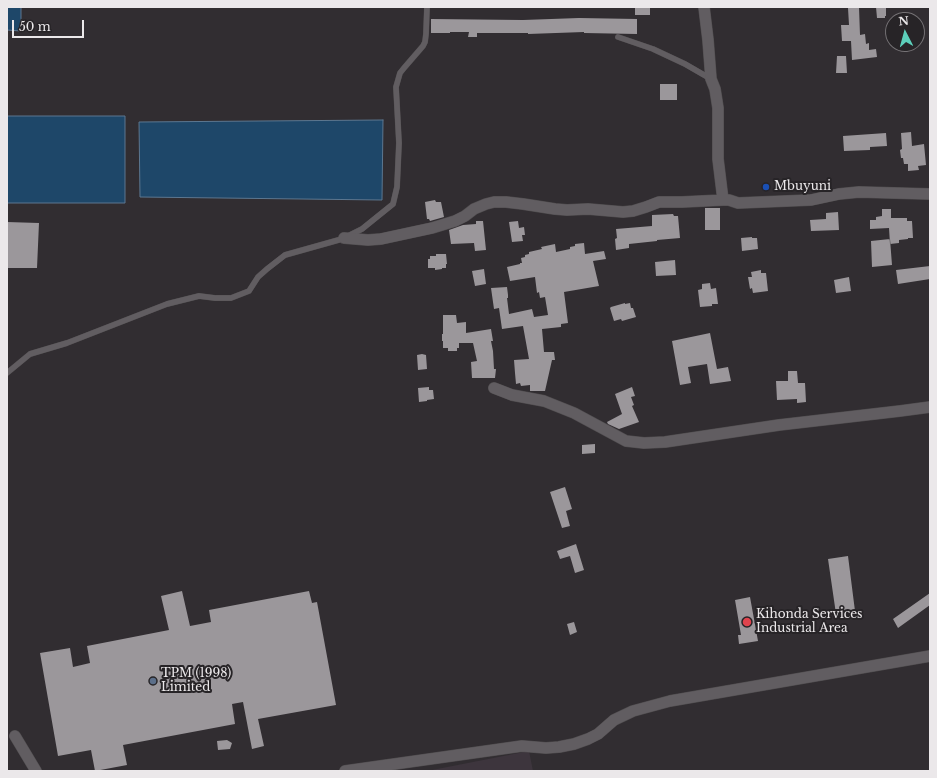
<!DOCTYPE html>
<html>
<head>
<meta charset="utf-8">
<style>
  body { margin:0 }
  #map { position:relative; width:937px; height:778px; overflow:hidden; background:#312d31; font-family:"Libre Baskerville",serif }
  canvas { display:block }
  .frame { position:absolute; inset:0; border:8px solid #ebe8ea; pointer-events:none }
  .north { position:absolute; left:885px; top:12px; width:40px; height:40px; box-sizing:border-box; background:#272427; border:1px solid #757275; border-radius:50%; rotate:354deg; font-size:11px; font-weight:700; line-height:16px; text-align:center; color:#ebe8ea }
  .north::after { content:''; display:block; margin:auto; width:14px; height:18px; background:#5cceba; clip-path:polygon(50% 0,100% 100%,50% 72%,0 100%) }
  .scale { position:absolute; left:12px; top:20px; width:72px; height:18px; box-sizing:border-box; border:2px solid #ebe8ea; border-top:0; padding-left:5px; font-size:12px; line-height:14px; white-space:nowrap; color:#ebe8ea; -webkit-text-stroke:3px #272427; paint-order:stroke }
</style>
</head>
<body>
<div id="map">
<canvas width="937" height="778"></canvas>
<div class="frame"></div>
<div class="north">N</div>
<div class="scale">50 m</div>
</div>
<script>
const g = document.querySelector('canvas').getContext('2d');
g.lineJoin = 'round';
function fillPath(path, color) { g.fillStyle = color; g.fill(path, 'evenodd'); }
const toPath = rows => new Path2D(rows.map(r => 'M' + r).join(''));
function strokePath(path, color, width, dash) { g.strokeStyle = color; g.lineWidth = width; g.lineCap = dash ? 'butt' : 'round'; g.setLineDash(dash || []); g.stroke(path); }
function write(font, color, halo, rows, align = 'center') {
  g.font = font + ' "Libre Baskerville",serif'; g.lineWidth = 4; g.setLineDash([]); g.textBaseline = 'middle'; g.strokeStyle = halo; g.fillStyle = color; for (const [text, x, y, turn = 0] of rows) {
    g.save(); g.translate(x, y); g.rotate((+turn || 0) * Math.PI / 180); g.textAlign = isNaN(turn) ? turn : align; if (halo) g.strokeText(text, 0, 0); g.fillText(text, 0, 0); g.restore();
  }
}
const built = toPath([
  [529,751,533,771,427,771]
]);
const water = toPath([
  [7,7,21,7,21,31,7,30,7,7],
  [7,116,125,116,125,203,7,203,7,116],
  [383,120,382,200,140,197,139,122,383,120]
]);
const building = toPath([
  [635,7,650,7,650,15,635,15],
  [859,7,860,35,865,34,866,44,869,43,869,50,876,49,877,57,852,60,851,41,842,41,841,25,849,25,848,8],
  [876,7,886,7,886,16,885,16,885,18,877,18],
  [579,18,637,19,637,34,584,33,584,32,528,34,528,33,477,33,477,37,468,37,469,32,450,32,450,33,431,33,431,19,523,20],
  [837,56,846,56,847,73,836,73],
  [660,84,677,84,677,100,660,100],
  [911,132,912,146,924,144,926,165,918,166,919,170,908,171,908,164,904,164,903,158,901,158,900,150,902,149,901,133],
  [886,133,887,146,870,147,870,150,844,151,843,136],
  [435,200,436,202,441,202,444,217,430,221,429,219,427,219,425,202],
  [705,208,720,208,720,230,705,230],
  [882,209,891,209,891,218,907,218,907,221,912,221,913,238,908,238,908,239,899,240,899,243,890,244,889,228,870,229,870,220,876,220,876,217,882,216],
  [838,212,839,230,811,231,810,220,826,219,826,213],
  [673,214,674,216,678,216,680,238,657,240,657,241,629,244,629,248,616,250,615,239,617,238,616,229,652,226,652,215],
  [476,221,483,221,486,250,475,251,474,243,451,244,449,230,463,225,476,224],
  [518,221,519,228,524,227,525,235,522,235,523,241,512,242,509,222],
  [7,222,39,223,37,268,7,268],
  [752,237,752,238,757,238,758,249,742,251,741,238],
  [890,239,892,265,872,267,871,241],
  [584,243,585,254,604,251,606,259,593,261,599,286,564,292,568,323,561,324,561,327,542,329,544,352,554,352,555,360,552,360,545,391,530,391,530,385,521,386,520,383,516,384,515,373,514,360,529,359,523,326,502,329,499,308,494,309,491,288,507,287,508,295,508,298,507,298,509,314,532,309,534,317,548,315,545,297,540,298,539,292,537,293,535,277,510,281,507,267,520,264,520,263,522,263,521,258,525,257,525,255,529,254,529,252,542,249,541,247,555,244,556,252,570,249,570,247,575,246,575,244],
  [436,254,446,254,447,264,446,264,446,268,442,268,442,269,435,270,435,268,428,268,428,259,430,259,430,256,436,256],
  [675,260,676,275,656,276,655,262],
  [930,266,930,279,898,284,896,270],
  [484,269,486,284,475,286,472,271],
  [761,270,761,273,766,273,768,291,753,293,752,288,750,289,748,277,752,277,751,272],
  [849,277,851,291,836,293,834,280],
  [710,283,711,289,716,288,718,304,712,304,712,306,700,307,698,290,702,289,702,284],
  [625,303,625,304,630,303,631,308,633,308,636,317,622,321,621,319,614,321,610,308,611,307],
  [443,315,456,315,457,323,466,322,466,333,491,329,493,341,491,341,493,351,494,369,496,369,495,378,472,378,471,362,477,361,473,343,459,343,459,348,457,348,457,351,448,351,448,348,443,348,443,341,442,341,442,334,443,334],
  [710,333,717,369,728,367,731,381,710,384,707,364,688,367,691,383,680,385,672,341],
  [422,354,426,355,427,369,418,370,417,355],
  [788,371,797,371,798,383,805,383,806,402,797,403,797,399,777,400,776,381,788,381],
  [429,387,429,390,433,390,434,399,427,400,427,401,419,402,418,388],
  [632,387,635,396,631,397,634,405,632,406,639,422,619,429,608,424,607,422,622,414,615,394],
  [595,444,595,453,582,454,582,445],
  [565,487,572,509,566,511,570,526,562,528,550,492],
  [576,544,584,570,575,573,570,556,560,559,557,551],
  [848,556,855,611,836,614,828,559],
  [182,591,190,626,211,622,209,610,309,591,312,603,317,602,336,705,258,719,264,746,252,749,243,702,232,704,235,724,123,745,127,765,95,771,91,750,58,756,40,653,70,648,73,667,90,663,87,646,169,630,161,596],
  [930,593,930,605,898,628,893,619],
  [750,597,758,641,739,644,738,635,741,635,735,600],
  [574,622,577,632,570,635,567,624],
  [227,740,232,743,230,749,218,750,217,741]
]);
const lane = toPath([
  [618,37,653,49,685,64,711,79],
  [7,373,30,354,67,343,167,304,199,296,215,298,231,298,249,291,258,277,267,269,285,255,342,239,362,229,393,204,397,187,399,143,396,87,400,73,404,68,423,46,425,42,426,34,427,7]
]);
const street = toPath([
  [704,7,708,40,711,79,715,89,718,108,718,159,723,200,729,200,738,203,811,200,839,194,859,192,930,194],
  [344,238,368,240,381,239,432,228,455,221,465,216,474,209,486,204,494,202,506,202,523,204,555,209,567,210,588,209,623,212,633,211,646,207,659,202,682,202,723,200],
  [494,388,512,395,544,401,574,413,626,441,644,443,665,442,779,425,900,411,930,407],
  [15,736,36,771],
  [345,771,522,746,546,748,559,747,574,744,588,739,598,734,614,720,633,711,670,701,930,656]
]);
const markers = [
  [766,187,4,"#1a4fb4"],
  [747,622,5,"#e0444e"],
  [153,681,4,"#5c6f8a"]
];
const poiNames = [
  ["Mbuyuni",774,187],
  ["Kihonda Services",756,615],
  ["Industrial Area",756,629],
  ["TPM (1998)",161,674],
  ["Limited",161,688]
];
fillPath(built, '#3d353d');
fillPath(water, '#1e4769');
strokePath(water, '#5c7790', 1);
fillPath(building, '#9b979b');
strokePath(lane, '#504d4f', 6);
strokePath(street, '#504d4f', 12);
strokePath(lane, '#615d61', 5.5);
strokePath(street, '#615d61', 11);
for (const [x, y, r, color] of markers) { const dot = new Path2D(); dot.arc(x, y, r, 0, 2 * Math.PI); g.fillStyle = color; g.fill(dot); strokePath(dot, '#272427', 1.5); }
write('12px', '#ebe8ea', '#272427', poiNames, 'left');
</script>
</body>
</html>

* * *

Aim of the exercise → Which lines in the records above contain the string "setLineDash"? Copy each one.

Solution for this problem →
function strokePath(path, color, width, dash) { g.strokeStyle = color; g.lineWidth = width; g.lineCap = dash ? 'butt' : 'round'; g.setLineDash(dash || []); g.stroke(path); }
  g.font = font + ' "Libre Baskerville",serif'; g.lineWidth = 4; g.setLineDash([]); g.textBaseline = 'middle'; g.strokeStyle = halo; g.fillStyle = color; for (const [text, x, y, turn = 0] of rows) {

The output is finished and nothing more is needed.